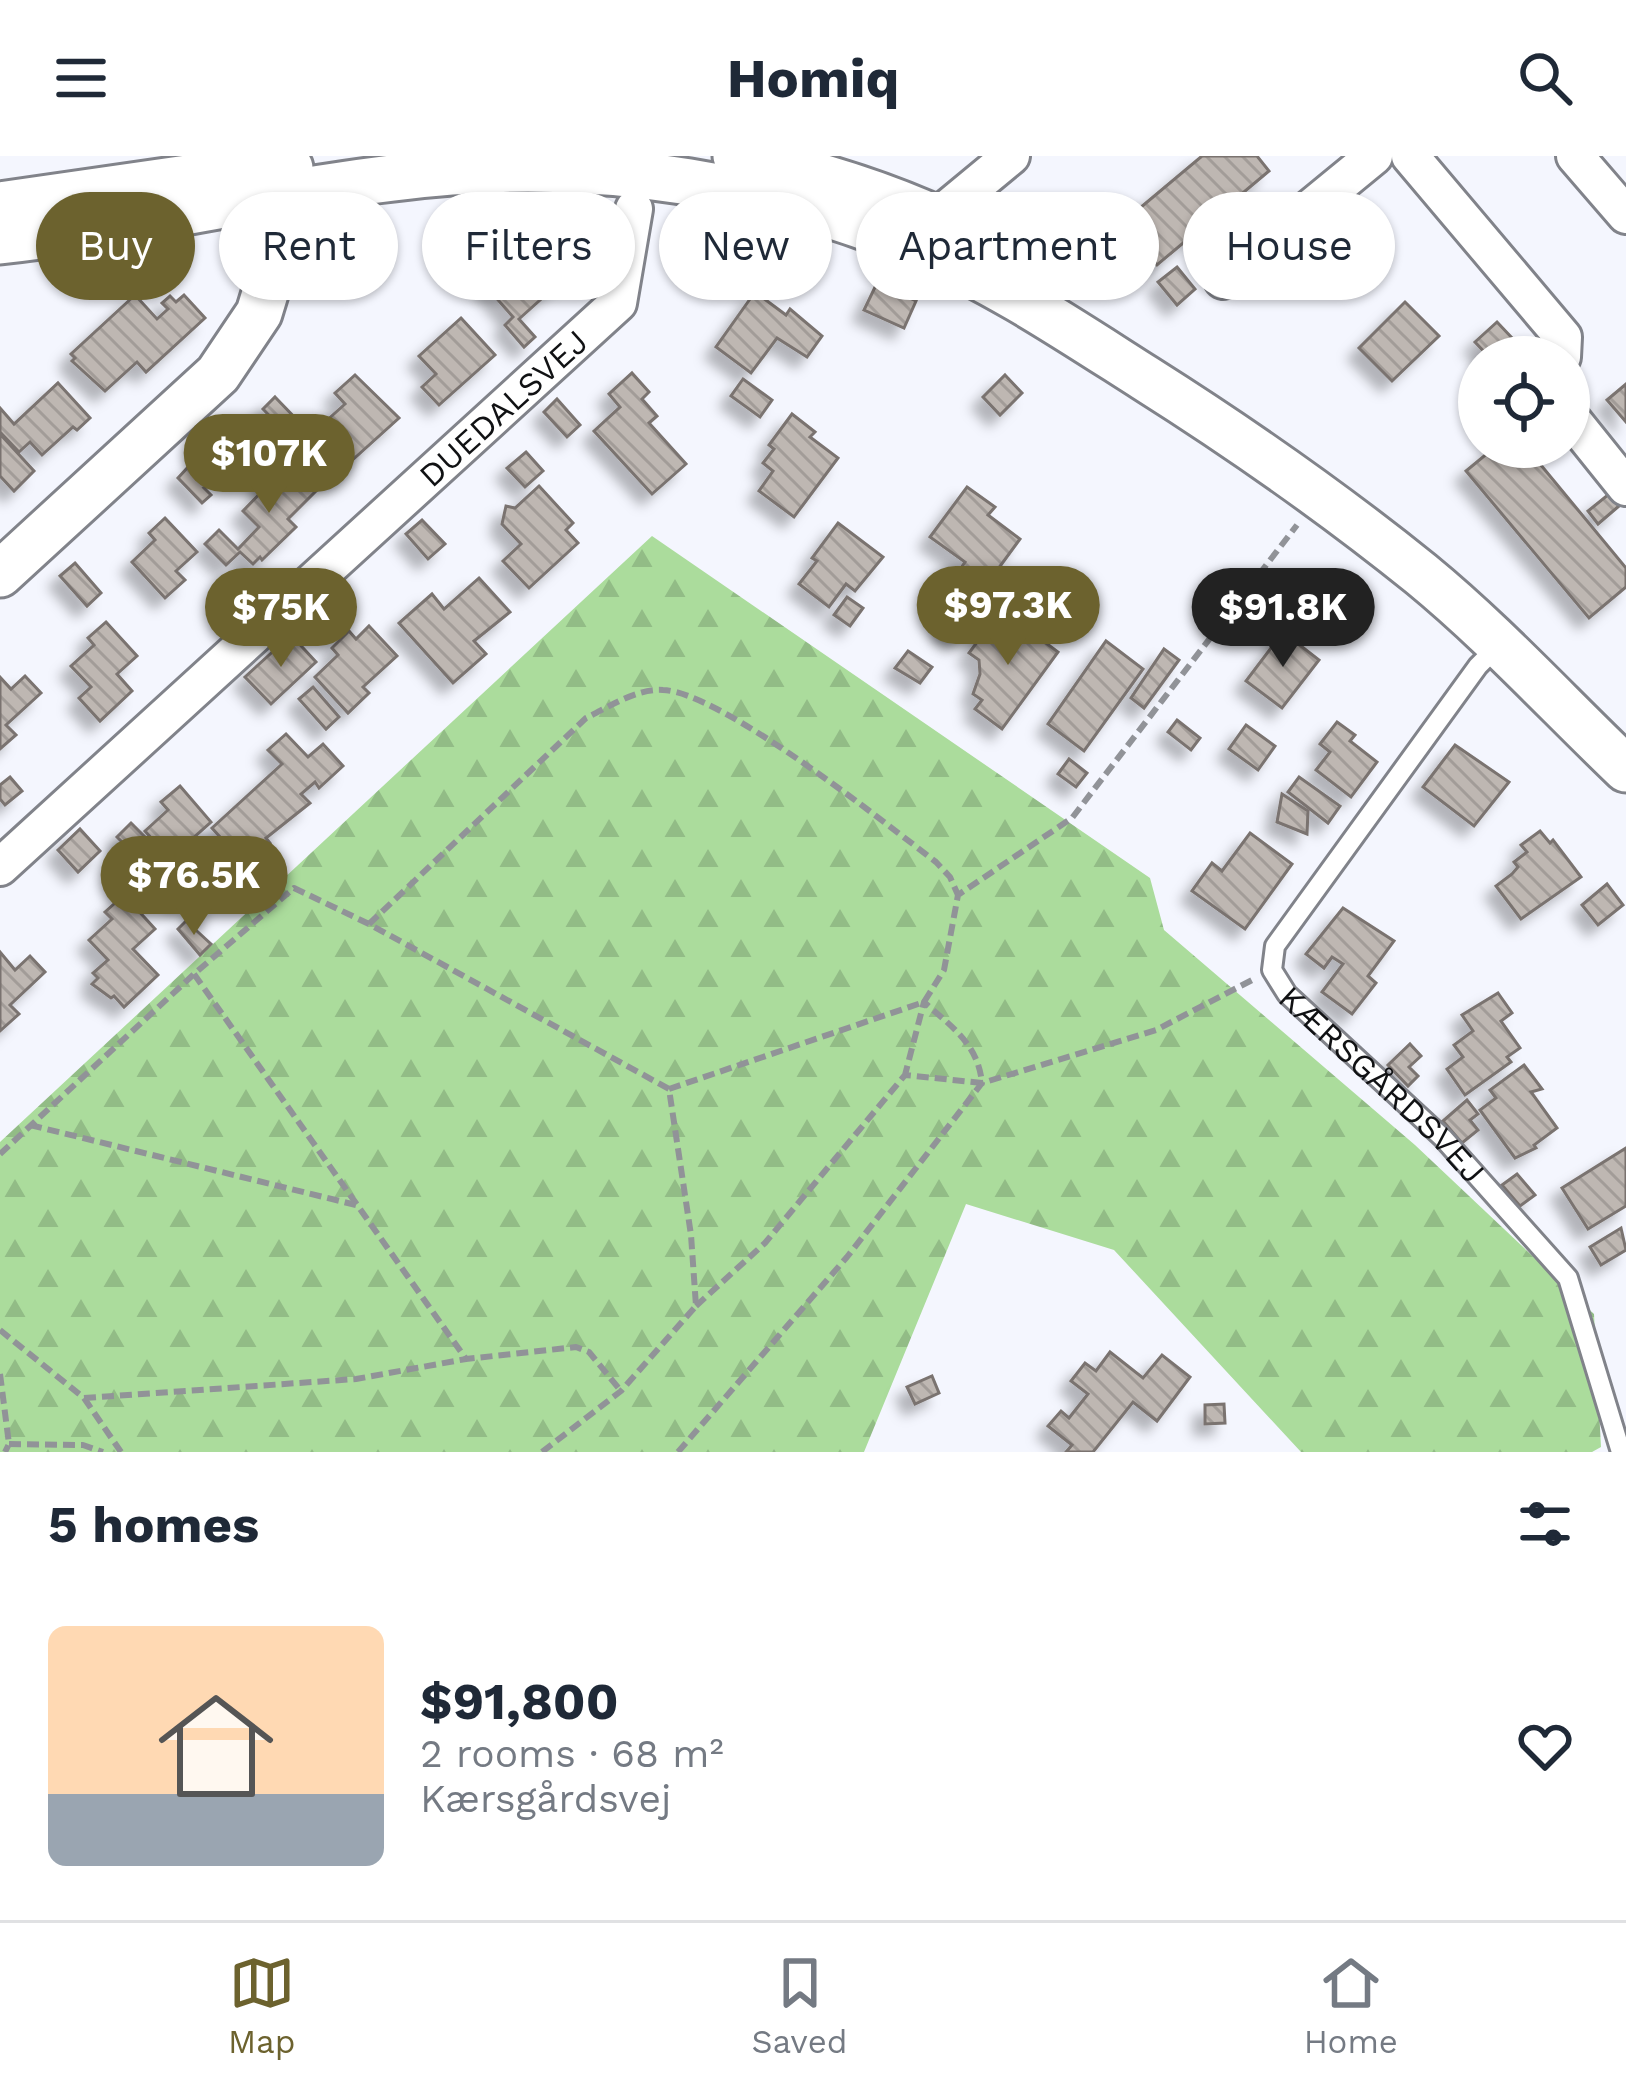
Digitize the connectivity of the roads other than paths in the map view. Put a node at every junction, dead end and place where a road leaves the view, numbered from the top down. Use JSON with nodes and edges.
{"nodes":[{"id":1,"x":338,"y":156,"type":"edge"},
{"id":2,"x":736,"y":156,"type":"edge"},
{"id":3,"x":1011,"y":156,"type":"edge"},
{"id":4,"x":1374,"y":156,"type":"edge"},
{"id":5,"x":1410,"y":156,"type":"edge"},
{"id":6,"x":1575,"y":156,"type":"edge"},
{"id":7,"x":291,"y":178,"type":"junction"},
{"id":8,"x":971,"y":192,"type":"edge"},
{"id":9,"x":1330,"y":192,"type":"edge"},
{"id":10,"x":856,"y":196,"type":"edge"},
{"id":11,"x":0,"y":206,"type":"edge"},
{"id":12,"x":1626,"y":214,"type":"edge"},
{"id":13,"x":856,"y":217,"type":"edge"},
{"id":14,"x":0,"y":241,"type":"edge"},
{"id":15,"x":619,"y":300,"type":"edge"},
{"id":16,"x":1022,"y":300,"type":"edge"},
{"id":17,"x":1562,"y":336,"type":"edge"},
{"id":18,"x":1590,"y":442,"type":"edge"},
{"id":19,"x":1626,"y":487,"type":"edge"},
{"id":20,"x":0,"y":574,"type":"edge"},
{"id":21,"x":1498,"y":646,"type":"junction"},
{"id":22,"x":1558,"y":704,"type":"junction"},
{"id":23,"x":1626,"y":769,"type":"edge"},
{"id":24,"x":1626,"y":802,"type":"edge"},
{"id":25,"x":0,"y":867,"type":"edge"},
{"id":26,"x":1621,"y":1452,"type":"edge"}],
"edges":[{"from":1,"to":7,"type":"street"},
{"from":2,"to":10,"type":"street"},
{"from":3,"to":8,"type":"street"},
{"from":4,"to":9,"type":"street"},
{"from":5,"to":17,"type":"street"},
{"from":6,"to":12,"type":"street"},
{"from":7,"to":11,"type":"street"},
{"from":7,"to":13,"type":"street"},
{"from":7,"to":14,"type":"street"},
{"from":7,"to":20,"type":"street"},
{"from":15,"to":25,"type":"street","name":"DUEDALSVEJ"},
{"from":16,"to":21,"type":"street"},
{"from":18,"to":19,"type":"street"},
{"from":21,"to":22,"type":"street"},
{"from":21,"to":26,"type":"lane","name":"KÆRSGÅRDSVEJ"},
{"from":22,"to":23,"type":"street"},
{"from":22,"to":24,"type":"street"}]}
□ □ □ □
WORK TO COMPLETE
If pictures appear among the records, do not carry them over; retype the rest exactly.

EXERCISE RESULT
Digitize the connectivity of the roads other than paths in the map view. Put a node at every junction, dead end and place where a road leaves the view, numbered from the top down. Use JSON with nodes and edges.
{"nodes":[{"id":1,"x":338,"y":156,"type":"edge"},
{"id":2,"x":736,"y":156,"type":"edge"},
{"id":3,"x":1011,"y":156,"type":"edge"},
{"id":4,"x":1374,"y":156,"type":"edge"},
{"id":5,"x":1410,"y":156,"type":"edge"},
{"id":6,"x":1575,"y":156,"type":"edge"},
{"id":7,"x":291,"y":178,"type":"junction"},
{"id":8,"x":971,"y":192,"type":"edge"},
{"id":9,"x":1330,"y":192,"type":"edge"},
{"id":10,"x":856,"y":196,"type":"edge"},
{"id":11,"x":0,"y":206,"type":"edge"},
{"id":12,"x":1626,"y":214,"type":"edge"},
{"id":13,"x":856,"y":217,"type":"edge"},
{"id":14,"x":0,"y":241,"type":"edge"},
{"id":15,"x":619,"y":300,"type":"edge"},
{"id":16,"x":1022,"y":300,"type":"edge"},
{"id":17,"x":1562,"y":336,"type":"edge"},
{"id":18,"x":1590,"y":442,"type":"edge"},
{"id":19,"x":1626,"y":487,"type":"edge"},
{"id":20,"x":0,"y":574,"type":"edge"},
{"id":21,"x":1498,"y":646,"type":"junction"},
{"id":22,"x":1558,"y":704,"type":"junction"},
{"id":23,"x":1626,"y":769,"type":"edge"},
{"id":24,"x":1626,"y":802,"type":"edge"},
{"id":25,"x":0,"y":867,"type":"edge"},
{"id":26,"x":1621,"y":1452,"type":"edge"}],
"edges":[{"from":1,"to":7,"type":"street"},
{"from":2,"to":10,"type":"street"},
{"from":3,"to":8,"type":"street"},
{"from":4,"to":9,"type":"street"},
{"from":5,"to":17,"type":"street"},
{"from":6,"to":12,"type":"street"},
{"from":7,"to":11,"type":"street"},
{"from":7,"to":13,"type":"street"},
{"from":7,"to":14,"type":"street"},
{"from":7,"to":20,"type":"street"},
{"from":15,"to":25,"type":"street","name":"DUEDALSVEJ"},
{"from":16,"to":21,"type":"street"},
{"from":18,"to":19,"type":"street"},
{"from":21,"to":22,"type":"street"},
{"from":21,"to":26,"type":"lane","name":"KÆRSGÅRDSVEJ"},
{"from":22,"to":23,"type":"street"},
{"from":22,"to":24,"type":"street"}]}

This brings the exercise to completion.